Exercise details ▸
Check every line below, and copy those that include "image".
Exercise inputs Start Marker
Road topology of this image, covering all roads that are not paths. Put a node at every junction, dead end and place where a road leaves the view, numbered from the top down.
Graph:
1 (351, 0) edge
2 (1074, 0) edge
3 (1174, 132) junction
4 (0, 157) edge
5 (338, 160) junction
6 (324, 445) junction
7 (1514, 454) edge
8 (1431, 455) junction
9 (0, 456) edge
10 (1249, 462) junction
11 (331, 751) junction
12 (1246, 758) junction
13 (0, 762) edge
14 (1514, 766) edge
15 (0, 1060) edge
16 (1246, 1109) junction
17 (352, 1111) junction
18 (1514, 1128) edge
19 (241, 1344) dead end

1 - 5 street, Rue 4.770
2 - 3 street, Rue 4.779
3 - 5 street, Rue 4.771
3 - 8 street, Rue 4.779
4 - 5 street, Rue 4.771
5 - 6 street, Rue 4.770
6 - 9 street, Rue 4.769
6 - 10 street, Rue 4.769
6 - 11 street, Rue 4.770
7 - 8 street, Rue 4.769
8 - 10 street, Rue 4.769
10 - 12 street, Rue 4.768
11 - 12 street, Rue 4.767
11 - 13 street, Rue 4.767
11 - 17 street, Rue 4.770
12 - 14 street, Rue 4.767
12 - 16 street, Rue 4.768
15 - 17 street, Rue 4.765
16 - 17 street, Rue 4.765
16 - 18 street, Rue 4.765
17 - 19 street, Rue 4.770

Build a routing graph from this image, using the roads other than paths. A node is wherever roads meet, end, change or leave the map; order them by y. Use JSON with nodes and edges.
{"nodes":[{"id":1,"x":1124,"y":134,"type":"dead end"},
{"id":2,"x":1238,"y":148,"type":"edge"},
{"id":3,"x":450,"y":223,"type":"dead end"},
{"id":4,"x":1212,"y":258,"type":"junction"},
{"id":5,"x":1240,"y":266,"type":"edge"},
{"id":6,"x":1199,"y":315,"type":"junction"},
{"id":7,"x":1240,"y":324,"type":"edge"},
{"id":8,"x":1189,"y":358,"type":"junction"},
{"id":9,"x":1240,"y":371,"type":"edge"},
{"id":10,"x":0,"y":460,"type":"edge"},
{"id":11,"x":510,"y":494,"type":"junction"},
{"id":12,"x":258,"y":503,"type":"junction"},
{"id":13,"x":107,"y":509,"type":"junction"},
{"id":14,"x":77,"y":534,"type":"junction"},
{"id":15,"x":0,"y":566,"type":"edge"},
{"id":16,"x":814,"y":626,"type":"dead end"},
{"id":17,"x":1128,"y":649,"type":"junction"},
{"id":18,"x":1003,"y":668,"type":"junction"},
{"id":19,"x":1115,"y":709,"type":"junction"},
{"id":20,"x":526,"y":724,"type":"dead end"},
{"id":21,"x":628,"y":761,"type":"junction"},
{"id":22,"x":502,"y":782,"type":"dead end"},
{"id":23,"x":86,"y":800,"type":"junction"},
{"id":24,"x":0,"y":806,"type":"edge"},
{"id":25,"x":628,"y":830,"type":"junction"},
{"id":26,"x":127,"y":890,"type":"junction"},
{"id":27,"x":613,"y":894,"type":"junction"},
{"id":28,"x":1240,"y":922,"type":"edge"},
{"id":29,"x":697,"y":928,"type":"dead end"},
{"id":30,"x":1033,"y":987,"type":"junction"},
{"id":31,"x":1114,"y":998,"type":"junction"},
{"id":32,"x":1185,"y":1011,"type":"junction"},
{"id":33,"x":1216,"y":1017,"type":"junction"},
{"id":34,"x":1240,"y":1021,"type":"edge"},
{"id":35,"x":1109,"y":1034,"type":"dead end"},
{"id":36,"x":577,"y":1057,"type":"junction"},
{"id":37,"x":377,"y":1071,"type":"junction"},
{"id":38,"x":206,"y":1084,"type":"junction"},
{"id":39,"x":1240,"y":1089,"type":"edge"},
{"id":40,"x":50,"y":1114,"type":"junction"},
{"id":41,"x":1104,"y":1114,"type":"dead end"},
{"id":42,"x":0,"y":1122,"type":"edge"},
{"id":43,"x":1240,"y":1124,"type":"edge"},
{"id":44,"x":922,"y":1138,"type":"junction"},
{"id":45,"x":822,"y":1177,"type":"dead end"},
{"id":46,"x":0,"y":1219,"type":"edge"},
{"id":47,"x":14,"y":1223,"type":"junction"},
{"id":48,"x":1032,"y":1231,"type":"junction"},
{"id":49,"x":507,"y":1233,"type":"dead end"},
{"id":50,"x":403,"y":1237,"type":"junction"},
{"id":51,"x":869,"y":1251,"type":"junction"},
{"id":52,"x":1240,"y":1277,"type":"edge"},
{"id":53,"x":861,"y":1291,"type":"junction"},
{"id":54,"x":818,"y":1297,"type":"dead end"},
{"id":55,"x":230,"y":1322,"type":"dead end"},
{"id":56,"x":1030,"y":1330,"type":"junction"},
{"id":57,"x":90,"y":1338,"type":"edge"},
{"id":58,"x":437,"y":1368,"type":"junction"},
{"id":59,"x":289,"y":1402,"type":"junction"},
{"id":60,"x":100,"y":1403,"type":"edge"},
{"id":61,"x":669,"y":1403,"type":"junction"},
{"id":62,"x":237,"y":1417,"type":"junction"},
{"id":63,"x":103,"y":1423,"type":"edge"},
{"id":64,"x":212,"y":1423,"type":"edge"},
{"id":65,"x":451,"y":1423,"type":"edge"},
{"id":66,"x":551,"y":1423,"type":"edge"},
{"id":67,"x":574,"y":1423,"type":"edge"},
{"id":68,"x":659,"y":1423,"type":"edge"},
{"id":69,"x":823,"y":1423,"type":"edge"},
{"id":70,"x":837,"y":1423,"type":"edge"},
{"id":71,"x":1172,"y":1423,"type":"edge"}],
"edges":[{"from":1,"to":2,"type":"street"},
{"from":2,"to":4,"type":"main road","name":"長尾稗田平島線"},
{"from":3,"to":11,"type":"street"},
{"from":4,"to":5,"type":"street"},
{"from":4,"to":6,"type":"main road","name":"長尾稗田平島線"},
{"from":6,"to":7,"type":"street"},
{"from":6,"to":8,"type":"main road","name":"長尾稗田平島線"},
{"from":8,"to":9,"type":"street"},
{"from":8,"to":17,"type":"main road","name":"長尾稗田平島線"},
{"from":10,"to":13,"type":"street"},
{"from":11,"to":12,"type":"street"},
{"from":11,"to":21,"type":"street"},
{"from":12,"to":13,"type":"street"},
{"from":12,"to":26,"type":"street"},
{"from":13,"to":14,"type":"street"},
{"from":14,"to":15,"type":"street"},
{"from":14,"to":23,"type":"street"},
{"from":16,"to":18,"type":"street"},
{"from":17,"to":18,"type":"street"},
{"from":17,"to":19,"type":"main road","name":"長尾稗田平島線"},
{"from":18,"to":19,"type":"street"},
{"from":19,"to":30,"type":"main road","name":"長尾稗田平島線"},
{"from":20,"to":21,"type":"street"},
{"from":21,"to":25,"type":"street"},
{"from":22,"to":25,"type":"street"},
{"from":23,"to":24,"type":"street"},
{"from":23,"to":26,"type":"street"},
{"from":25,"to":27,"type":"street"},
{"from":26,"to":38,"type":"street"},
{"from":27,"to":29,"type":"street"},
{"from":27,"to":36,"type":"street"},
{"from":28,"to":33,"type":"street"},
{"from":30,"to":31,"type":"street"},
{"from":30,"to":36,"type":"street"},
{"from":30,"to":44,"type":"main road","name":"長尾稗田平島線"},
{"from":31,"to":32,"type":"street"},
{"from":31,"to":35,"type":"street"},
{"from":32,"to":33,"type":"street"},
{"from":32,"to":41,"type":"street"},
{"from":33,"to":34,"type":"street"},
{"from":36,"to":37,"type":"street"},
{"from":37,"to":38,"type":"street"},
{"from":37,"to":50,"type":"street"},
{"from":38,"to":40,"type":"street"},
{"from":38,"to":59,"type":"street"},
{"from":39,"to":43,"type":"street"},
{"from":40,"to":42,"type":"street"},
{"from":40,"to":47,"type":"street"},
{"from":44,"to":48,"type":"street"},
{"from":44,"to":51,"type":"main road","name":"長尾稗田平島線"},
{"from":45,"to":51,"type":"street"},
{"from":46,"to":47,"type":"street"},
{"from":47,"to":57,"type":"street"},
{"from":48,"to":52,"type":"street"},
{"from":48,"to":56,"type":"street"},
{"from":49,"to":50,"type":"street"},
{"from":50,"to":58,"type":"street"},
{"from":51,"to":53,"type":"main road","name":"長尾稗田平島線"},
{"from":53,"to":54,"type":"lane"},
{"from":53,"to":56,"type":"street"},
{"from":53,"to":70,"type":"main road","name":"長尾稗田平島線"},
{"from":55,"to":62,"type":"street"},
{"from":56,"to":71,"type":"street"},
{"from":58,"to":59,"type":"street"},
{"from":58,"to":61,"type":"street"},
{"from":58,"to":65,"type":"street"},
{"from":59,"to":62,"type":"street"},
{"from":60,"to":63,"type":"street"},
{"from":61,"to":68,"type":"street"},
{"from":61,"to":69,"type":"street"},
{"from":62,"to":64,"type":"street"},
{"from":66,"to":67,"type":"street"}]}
Exercise inputs End Marker
Task output ▸
Road topology of this image, covering all roads that are not paths. Put a node at every junction, dead end and place where a road leaves the view, numbered from the top down.
Build a routing graph from this image, using the roads other than paths. A node is wherever roads meet, end, change or leave the map; order them by y. Use JSON with nodes and edges.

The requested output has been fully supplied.